■ TASK DATA ■
○ ○ ○ ○ ○ ○ ○
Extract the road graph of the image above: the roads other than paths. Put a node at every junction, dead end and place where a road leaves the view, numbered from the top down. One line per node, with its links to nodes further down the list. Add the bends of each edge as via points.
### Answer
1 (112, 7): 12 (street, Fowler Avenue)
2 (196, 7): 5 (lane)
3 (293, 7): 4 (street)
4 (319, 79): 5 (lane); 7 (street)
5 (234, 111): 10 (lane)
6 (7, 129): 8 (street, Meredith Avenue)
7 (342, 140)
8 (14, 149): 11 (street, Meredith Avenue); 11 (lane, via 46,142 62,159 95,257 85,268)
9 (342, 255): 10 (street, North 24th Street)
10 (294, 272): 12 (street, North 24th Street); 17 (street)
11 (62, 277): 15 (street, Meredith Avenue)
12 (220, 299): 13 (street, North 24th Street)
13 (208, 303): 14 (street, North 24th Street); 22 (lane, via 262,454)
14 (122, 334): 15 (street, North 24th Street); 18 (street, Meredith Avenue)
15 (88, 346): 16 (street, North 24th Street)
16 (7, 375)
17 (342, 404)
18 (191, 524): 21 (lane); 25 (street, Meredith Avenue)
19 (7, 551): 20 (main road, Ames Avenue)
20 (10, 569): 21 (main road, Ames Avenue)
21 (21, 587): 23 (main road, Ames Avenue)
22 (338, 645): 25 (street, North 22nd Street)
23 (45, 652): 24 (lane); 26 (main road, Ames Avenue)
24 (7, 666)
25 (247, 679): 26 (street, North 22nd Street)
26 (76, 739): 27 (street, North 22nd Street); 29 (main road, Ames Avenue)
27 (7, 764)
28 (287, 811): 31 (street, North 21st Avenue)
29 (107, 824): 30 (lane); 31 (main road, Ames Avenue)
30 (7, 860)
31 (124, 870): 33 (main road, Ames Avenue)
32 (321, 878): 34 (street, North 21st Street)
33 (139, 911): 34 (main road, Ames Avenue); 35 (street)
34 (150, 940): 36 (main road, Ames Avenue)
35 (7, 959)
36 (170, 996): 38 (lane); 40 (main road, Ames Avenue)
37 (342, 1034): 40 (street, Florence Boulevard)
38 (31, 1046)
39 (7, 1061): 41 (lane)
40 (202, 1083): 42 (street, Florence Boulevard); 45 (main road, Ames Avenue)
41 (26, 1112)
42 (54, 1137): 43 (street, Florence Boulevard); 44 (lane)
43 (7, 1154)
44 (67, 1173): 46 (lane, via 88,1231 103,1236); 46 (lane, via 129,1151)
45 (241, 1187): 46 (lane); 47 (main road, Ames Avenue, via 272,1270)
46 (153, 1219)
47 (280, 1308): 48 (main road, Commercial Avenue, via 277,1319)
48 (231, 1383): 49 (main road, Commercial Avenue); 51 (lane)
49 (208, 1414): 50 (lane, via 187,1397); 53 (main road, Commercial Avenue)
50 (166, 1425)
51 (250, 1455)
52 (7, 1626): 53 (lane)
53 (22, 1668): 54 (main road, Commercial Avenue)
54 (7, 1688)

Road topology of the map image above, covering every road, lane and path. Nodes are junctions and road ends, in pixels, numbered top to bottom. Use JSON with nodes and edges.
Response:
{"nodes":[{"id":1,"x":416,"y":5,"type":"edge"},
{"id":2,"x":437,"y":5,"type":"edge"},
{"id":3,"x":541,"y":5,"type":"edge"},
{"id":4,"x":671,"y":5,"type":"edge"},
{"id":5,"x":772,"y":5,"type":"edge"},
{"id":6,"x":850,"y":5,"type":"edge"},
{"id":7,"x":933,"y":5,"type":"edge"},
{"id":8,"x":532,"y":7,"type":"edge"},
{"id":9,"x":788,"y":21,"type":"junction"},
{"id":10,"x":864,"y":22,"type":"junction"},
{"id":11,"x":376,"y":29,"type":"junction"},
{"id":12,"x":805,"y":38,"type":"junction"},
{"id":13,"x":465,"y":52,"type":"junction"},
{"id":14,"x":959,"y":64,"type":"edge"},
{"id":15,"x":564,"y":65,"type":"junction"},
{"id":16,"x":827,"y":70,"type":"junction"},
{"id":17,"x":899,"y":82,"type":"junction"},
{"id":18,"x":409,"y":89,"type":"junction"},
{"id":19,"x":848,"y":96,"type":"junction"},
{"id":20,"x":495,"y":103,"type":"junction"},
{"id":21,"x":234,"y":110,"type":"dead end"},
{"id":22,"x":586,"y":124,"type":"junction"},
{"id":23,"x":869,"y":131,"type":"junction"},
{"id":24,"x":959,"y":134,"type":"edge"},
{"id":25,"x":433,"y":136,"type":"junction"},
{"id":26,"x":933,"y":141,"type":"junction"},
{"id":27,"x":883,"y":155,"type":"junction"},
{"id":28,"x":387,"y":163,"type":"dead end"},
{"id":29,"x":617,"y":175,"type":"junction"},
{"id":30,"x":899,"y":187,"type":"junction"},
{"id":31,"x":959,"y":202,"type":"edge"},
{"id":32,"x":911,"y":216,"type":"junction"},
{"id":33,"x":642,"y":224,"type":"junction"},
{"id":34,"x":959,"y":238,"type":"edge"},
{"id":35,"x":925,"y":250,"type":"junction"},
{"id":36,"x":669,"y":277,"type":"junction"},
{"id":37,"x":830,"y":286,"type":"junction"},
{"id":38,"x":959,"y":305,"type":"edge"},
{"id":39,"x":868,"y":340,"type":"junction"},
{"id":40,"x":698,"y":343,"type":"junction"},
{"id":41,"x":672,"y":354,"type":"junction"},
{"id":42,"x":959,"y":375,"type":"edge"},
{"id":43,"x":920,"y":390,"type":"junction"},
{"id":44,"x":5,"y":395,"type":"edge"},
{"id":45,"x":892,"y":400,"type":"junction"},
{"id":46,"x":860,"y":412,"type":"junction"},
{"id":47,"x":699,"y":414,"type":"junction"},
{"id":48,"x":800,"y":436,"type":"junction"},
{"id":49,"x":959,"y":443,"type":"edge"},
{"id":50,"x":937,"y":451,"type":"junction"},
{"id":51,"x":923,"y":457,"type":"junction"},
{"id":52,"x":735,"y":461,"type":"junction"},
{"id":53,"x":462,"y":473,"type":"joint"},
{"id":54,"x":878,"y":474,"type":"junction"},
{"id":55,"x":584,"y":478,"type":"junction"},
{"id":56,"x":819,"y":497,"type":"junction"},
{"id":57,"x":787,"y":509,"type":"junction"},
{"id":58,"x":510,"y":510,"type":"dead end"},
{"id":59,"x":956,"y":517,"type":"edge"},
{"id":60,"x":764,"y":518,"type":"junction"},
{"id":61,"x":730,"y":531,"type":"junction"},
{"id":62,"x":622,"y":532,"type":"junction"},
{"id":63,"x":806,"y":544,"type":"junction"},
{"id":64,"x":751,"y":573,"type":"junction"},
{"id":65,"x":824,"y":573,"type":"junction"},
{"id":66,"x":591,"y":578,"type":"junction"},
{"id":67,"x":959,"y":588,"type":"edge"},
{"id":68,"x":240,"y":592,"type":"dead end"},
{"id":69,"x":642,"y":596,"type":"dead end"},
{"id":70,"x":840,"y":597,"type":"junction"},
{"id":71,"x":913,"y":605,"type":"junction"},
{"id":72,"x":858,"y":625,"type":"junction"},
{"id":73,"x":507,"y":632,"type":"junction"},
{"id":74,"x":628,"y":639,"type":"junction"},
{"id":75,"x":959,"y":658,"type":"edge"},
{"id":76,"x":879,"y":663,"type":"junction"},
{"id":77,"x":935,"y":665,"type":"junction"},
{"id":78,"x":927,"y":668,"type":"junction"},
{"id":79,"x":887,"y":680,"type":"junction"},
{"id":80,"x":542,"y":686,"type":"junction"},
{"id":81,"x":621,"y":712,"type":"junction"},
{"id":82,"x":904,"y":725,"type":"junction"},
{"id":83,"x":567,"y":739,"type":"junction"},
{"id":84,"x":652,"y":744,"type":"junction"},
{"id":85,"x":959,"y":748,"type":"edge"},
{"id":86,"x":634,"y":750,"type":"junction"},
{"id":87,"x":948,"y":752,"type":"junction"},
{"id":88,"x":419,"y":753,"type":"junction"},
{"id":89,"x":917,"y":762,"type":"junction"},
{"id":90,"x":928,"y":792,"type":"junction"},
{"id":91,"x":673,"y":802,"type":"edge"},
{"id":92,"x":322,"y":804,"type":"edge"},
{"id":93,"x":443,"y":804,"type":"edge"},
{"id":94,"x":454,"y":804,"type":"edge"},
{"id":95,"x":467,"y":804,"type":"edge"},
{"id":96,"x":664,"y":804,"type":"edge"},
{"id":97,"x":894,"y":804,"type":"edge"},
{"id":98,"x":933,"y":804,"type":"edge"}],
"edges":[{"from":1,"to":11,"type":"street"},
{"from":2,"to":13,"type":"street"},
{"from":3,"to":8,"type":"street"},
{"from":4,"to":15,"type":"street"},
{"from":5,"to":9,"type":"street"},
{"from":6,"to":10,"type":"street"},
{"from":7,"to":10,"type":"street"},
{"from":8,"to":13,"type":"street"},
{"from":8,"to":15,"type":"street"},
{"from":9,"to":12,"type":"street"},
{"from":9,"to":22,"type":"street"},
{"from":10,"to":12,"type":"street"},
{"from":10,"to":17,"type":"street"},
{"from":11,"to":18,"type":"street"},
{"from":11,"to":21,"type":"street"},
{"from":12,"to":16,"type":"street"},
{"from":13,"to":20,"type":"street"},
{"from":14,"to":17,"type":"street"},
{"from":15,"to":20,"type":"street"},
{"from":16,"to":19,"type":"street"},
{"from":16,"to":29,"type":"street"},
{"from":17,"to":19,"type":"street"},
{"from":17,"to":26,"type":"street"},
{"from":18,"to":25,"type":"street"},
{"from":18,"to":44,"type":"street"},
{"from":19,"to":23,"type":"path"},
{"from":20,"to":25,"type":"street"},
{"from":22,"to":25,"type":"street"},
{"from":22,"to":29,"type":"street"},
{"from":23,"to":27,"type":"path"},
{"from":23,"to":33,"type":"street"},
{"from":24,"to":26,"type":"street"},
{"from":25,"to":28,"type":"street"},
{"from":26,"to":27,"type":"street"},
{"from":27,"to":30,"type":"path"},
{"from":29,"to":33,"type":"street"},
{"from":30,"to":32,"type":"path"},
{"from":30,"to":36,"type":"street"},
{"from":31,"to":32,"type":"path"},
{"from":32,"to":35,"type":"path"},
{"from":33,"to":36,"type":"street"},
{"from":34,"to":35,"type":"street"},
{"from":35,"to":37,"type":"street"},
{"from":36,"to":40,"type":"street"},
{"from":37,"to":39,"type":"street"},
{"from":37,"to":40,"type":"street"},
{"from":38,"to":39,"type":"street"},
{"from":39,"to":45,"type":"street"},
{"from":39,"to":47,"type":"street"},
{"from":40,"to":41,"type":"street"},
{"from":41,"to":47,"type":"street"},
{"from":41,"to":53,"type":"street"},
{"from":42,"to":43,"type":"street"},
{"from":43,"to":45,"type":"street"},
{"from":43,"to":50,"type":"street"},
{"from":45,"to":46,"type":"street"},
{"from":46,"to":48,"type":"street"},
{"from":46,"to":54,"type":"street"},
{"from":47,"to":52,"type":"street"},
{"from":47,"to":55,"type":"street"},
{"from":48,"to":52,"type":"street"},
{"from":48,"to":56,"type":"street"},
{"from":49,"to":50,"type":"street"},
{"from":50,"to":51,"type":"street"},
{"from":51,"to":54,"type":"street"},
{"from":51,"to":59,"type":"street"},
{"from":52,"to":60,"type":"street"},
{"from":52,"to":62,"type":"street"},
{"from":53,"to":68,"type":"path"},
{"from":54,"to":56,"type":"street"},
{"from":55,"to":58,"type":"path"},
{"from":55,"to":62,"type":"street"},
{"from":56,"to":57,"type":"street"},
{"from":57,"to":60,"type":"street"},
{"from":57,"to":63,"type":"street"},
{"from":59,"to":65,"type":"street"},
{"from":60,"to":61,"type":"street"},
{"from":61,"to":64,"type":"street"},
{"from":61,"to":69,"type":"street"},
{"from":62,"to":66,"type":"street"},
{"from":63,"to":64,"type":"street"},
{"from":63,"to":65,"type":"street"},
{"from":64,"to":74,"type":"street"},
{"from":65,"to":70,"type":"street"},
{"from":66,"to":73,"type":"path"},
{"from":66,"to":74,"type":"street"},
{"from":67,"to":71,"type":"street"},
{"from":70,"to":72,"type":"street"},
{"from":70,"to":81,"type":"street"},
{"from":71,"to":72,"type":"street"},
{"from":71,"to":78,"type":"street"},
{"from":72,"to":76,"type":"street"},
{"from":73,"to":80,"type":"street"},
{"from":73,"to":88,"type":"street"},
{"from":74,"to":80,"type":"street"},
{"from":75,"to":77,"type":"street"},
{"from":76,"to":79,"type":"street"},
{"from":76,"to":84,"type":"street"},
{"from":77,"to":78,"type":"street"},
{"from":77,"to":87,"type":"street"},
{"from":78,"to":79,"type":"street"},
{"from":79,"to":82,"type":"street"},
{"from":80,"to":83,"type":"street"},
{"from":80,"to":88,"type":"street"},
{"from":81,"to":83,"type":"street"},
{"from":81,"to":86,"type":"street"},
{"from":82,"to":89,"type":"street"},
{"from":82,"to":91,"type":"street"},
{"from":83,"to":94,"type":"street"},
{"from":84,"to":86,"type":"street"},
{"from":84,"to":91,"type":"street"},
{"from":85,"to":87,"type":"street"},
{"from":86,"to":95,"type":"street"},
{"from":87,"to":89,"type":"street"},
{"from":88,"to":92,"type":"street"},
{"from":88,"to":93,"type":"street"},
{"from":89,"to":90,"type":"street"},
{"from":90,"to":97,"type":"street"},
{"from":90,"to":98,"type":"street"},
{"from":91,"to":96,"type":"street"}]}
○ ○ ○ ○ ○ ○ ○
■ YOUR ASSIGNMENT ■
Every line that includes "image" must be copied from the material above.

■ TASK RESPONSE ■
Extract the road graph of the image above: the roads other than paths. Put a node at every junction, dead end and place where a road leaves the view, numbered from the top down. One line per node, with its links to nodes further down the list. Add the bends of each edge as via points.
Road topology of the map image above, covering every road, lane and path. Nodes are junctions and road ends, in pixels, numbered top to bottom. Use JSON with nodes and edges.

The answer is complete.